Data Collection

Introduction
Preparing your spreadsheets
1. Concept simplicity
2. Thinking in triples
3. One concept per field
4. One sheet per entity type
5. Descriptions before data
Assigning Properties

Introduction

Ideally you will start thinking about how your data should be prepared for a linked data environment while you’re collecting it. This will save potentially redundant work later on while you’re editing and preparing your data for upload. The most common format for data collection is a tabular or spreadsheet format – either prepared in MS-Excel, or a different software application that allows for CSV output. (“CSV” refers to comma-separated values where the data for each entity is on its own line; and the values are always in the same order, separated by commas.)

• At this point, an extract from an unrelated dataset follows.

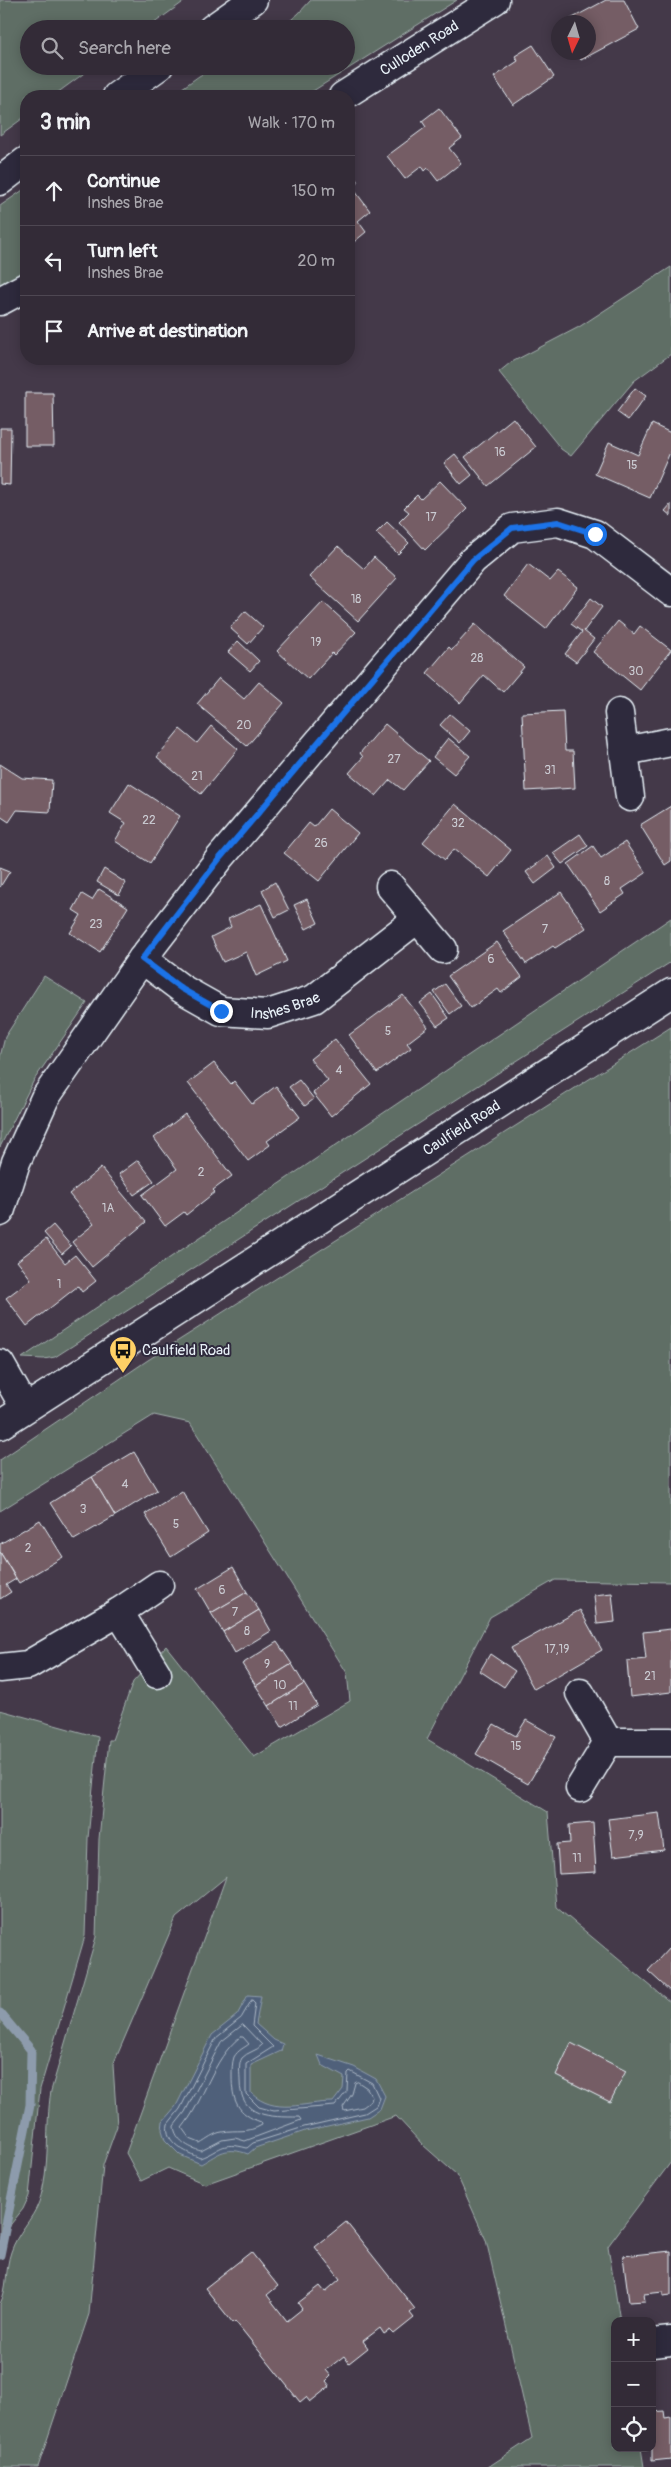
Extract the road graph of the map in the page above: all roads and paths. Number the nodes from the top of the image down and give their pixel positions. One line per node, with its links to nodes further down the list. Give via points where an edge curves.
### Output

Preparing your spreadsheets

When collecting and preparing data to be uploaded to a machine-readable database, there are several principles that are important to keep in mind.

1. Concept simplicity

It is important to realize that the full nuance and complexity of human knowledge cannot be meaningfully reduced to machine-readable data, nor is it necessary to do so in order to extract useful information when querying the database. To take maximum advantage of the affordances of the semantic environment of Wikidata, concepts should be kept relatively simple, however every mention of a concept could be referenced to a particular textual narrative source, where richer detail may be provided. The concept serves as the hook that can be queried for. For example, many of the works in JJKB feature complex arrangements of objects, which have been documented in varying degrees of detail. It may not be possible (or at least practical) to document the minutiae of every object characteristic or position in relation to an artwork instantiation in the database. However, it is possible to document that specific works had floor plans or scripts, and the latter can be referenced to specific textual documents. One can also document that specific works used mirrors, masks or metal cones as part of the installation or performance, in order to draw out common objects that may occur across works, without going into further detail as to the physical characteristics of these objects. Simple concepts like a floor plan or a mirror already exist in Wikidata and are therefore readily usable across multiple data records. Attempting to create data records for highly specific concepts which may only ever be used in relation to one artwork are not meaningful in the context of a semantic environment, where the richness of connections across records creates the conditions for useful querying.

2. Thinking in triples

A spreadsheet is a flat table without the capacity to represent rich network connections, however the rows and columns of a spreadsheet can be reimagined as triple relationships in order to make the data modeling and eventual data ingest process easier. The first column in the spreadsheet in this scenario serves as the primary “subject” of the triple. The heading of each following column can serve as the “predicate” or the link (also referred to as the “property”) in the triple. Finally, the value of each cell in these further columns can serve as the “object” to be linked to the subject. (illustration below)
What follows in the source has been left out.